**WHAT TO DO**
Restate word for word every entry that appears below, skipping its pictures.

Saved data entries:
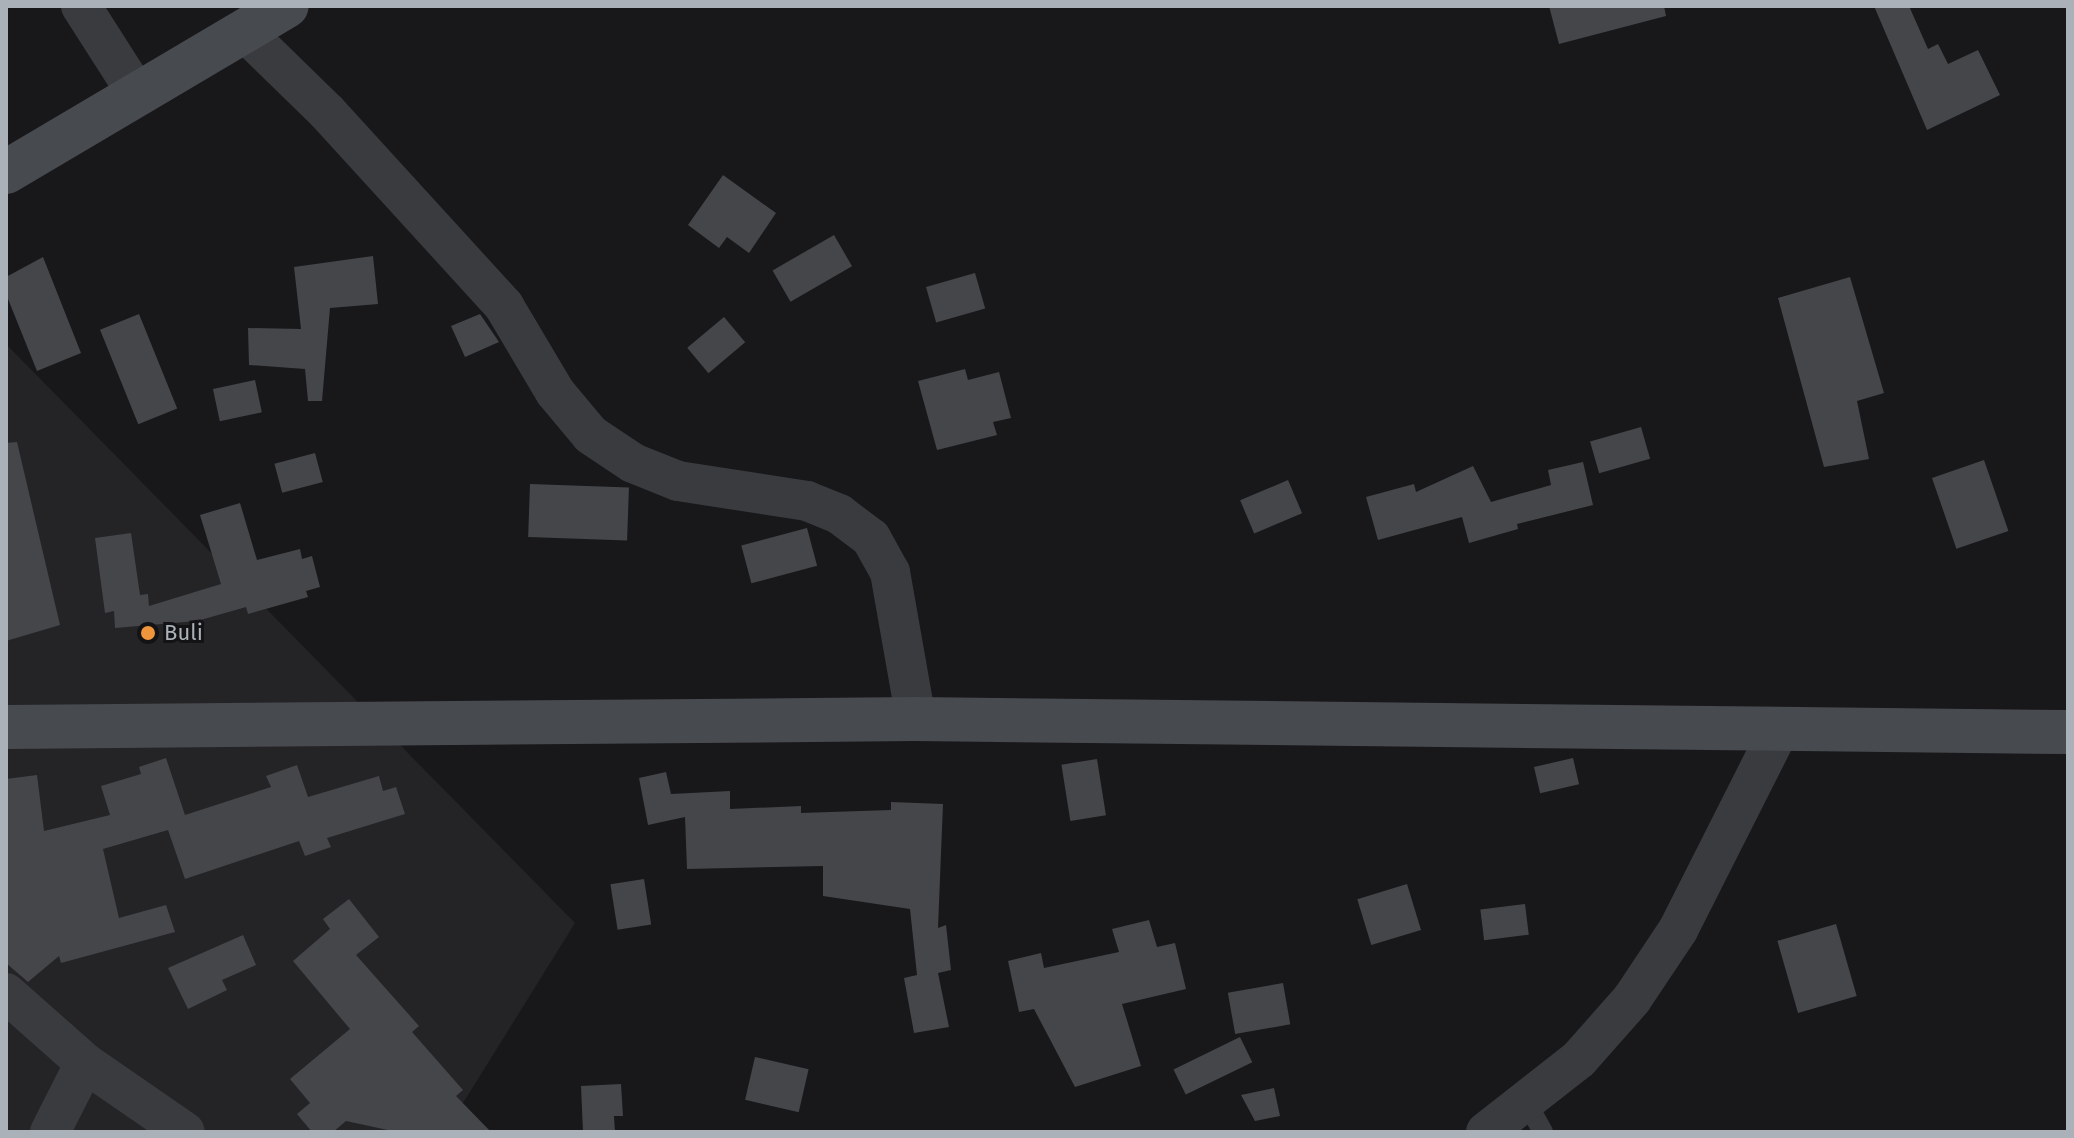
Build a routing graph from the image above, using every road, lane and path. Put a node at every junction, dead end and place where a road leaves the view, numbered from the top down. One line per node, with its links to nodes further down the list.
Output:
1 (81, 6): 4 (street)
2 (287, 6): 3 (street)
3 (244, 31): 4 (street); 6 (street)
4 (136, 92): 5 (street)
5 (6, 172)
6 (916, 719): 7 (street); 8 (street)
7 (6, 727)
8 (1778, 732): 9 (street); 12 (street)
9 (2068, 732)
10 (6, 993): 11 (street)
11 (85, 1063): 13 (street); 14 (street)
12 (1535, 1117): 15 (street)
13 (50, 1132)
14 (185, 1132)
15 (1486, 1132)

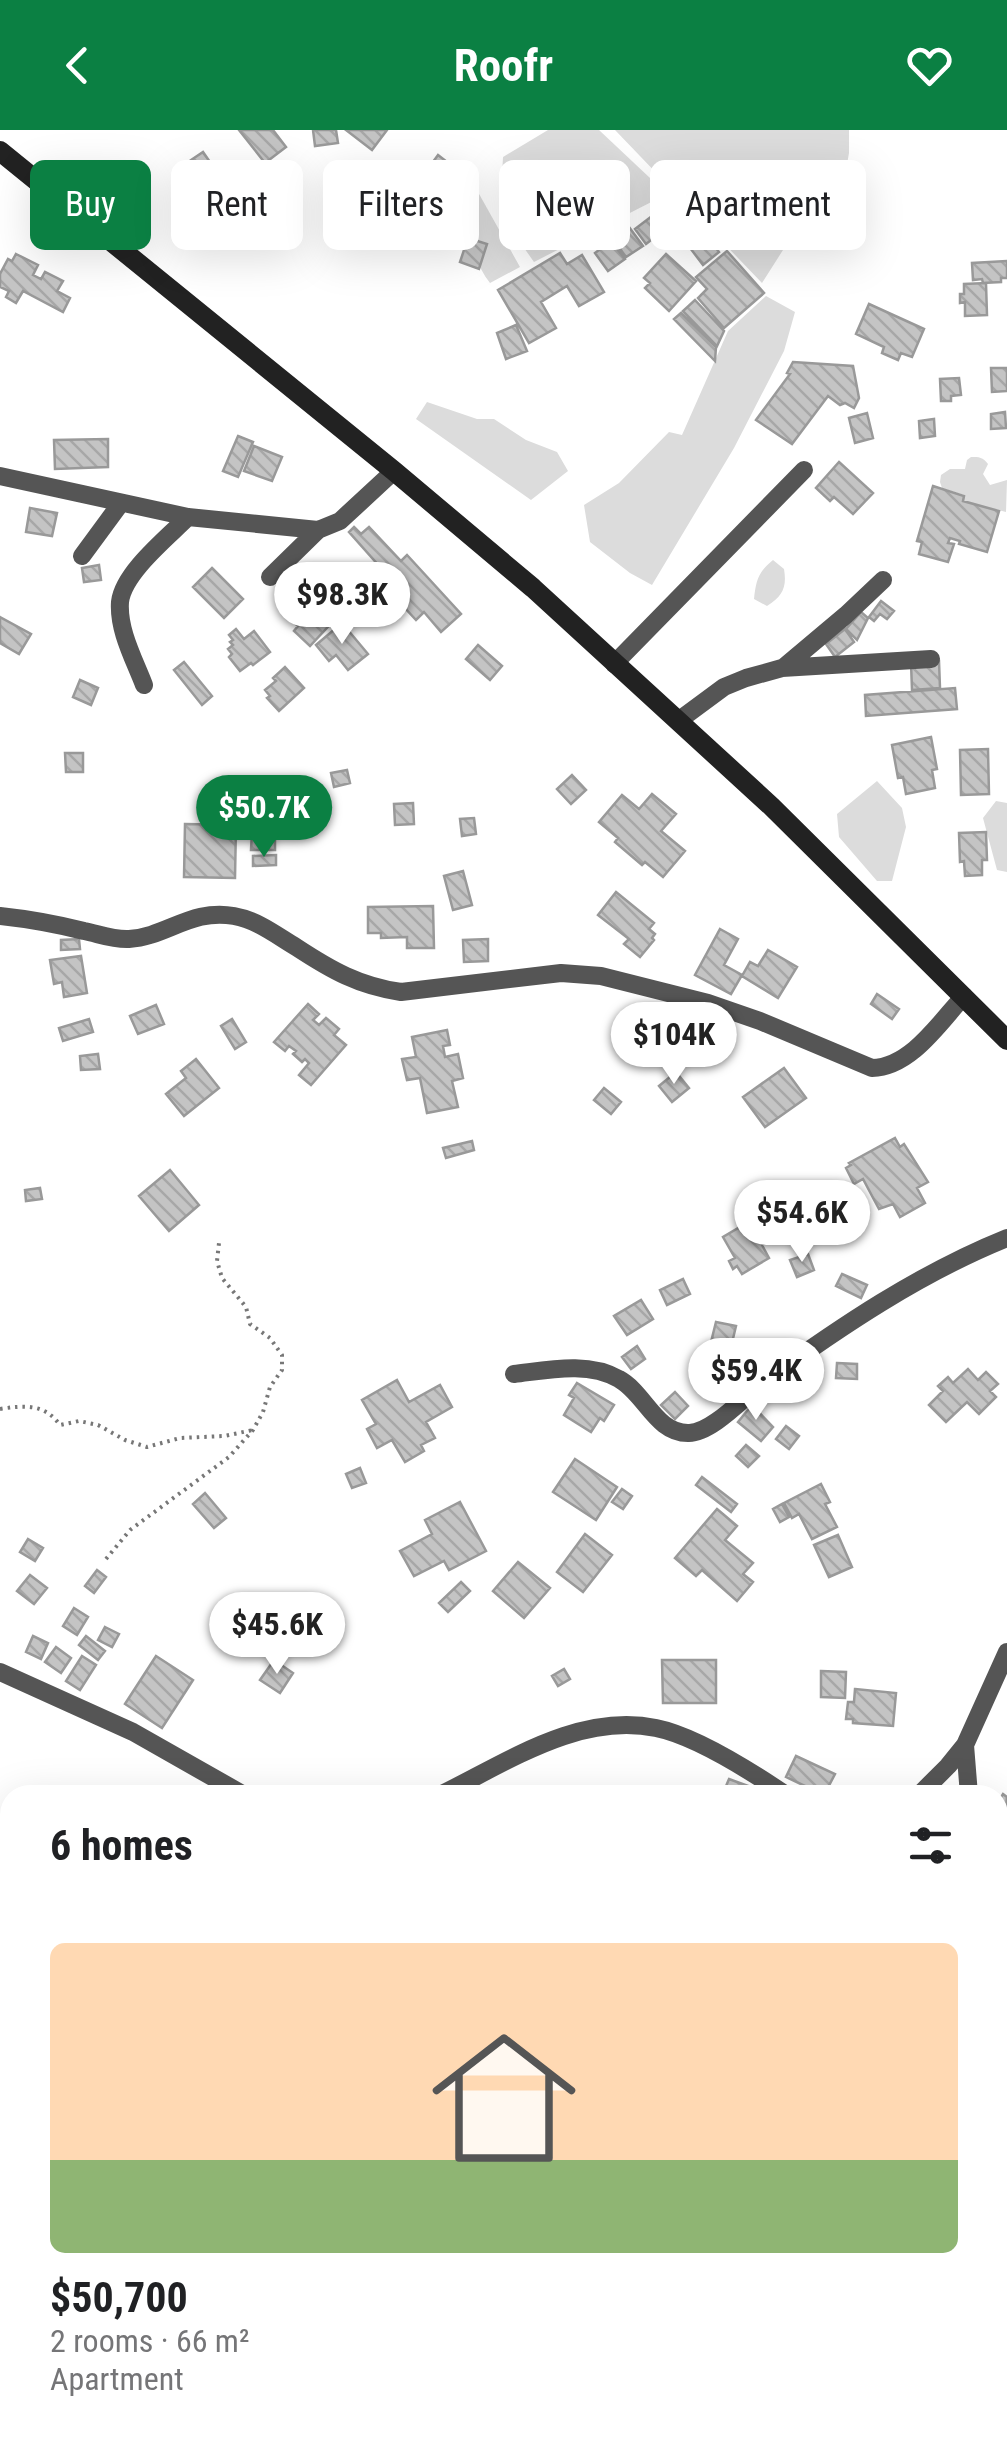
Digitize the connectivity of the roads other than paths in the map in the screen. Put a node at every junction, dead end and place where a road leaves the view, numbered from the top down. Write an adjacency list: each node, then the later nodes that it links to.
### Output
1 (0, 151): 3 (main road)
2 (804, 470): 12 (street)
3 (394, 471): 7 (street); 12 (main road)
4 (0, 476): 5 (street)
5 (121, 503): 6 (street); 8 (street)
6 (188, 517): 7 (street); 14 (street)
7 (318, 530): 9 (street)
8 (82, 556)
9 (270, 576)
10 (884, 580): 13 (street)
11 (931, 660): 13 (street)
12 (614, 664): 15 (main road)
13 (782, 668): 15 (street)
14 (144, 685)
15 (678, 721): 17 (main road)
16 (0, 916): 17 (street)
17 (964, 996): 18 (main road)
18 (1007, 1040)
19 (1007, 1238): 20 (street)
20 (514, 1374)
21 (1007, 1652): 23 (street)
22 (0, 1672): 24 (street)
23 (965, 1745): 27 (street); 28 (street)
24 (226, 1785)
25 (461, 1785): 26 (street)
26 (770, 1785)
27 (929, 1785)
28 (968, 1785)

**ANSWER TO THE EXERCISE**
Build a routing graph from the image above, using every road, lane and path. Put a node at every junction, dead end and place where a road leaves the view, numbered from the top down. One line per node, with its links to nodes further down the list.
Output:
1 (81, 6): 4 (street)
2 (287, 6): 3 (street)
3 (244, 31): 4 (street); 6 (street)
4 (136, 92): 5 (street)
5 (6, 172)
6 (916, 719): 7 (street); 8 (street)
7 (6, 727)
8 (1778, 732): 9 (street); 12 (street)
9 (2068, 732)
10 (6, 993): 11 (street)
11 (85, 1063): 13 (street); 14 (street)
12 (1535, 1117): 15 (street)
13 (50, 1132)
14 (185, 1132)
15 (1486, 1132)

Digitize the connectivity of the roads other than paths in the map in the screen. Put a node at every junction, dead end and place where a road leaves the view, numbered from the top down. Write an adjacency list: each node, then the later nodes that it links to.
### Output
1 (0, 151): 3 (main road)
2 (804, 470): 12 (street)
3 (394, 471): 7 (street); 12 (main road)
4 (0, 476): 5 (street)
5 (121, 503): 6 (street); 8 (street)
6 (188, 517): 7 (street); 14 (street)
7 (318, 530): 9 (street)
8 (82, 556)
9 (270, 576)
10 (884, 580): 13 (street)
11 (931, 660): 13 (street)
12 (614, 664): 15 (main road)
13 (782, 668): 15 (street)
14 (144, 685)
15 (678, 721): 17 (main road)
16 (0, 916): 17 (street)
17 (964, 996): 18 (main road)
18 (1007, 1040)
19 (1007, 1238): 20 (street)
20 (514, 1374)
21 (1007, 1652): 23 (street)
22 (0, 1672): 24 (street)
23 (965, 1745): 27 (street); 28 (street)
24 (226, 1785)
25 (461, 1785): 26 (street)
26 (770, 1785)
27 (929, 1785)
28 (968, 1785)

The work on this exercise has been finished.